__WHAT THE TASK ASKS__. Please set the lines down again exactly, from the top of the entries through the line that contains "pinky mcp: (119, 184)".

Saved entries:
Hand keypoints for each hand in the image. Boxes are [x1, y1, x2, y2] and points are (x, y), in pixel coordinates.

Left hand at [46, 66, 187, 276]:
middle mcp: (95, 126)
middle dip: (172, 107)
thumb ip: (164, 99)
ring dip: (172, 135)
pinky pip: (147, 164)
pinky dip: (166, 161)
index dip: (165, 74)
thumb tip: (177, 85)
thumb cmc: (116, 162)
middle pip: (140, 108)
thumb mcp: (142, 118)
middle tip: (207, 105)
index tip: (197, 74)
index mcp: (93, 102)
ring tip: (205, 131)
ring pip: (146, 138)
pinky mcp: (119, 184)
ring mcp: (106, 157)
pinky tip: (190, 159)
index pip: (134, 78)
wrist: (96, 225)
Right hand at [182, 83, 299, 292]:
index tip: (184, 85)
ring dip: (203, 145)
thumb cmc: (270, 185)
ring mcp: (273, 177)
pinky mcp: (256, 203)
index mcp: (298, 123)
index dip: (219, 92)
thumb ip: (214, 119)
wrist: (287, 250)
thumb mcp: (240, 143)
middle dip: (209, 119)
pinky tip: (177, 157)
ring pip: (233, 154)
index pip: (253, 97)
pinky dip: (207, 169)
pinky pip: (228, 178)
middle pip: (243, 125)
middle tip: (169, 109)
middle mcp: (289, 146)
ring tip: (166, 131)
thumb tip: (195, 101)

__RESULT BELOW__.
Hand keypoints for each hand in the image. Boxes are [x1, y1, x2, y2] and points are (x, y), in pixel coordinates.

Left hand at [46, 66, 187, 276]:
middle mcp: (95, 126)
middle dip: (172, 107)
thumb ip: (164, 99)
ring dip: (172, 135)
pinky pip: (147, 164)
pinky dip: (166, 161)
index dip: (165, 74)
thumb tip: (177, 85)
thumb cmc: (116, 162)
middle pip: (140, 108)
thumb mcp: (142, 118)
middle tip: (207, 105)
index tip: (197, 74)
index mcp: (93, 102)
ring tip: (205, 131)
ring pip: (146, 138)
pinky mcp: (119, 184)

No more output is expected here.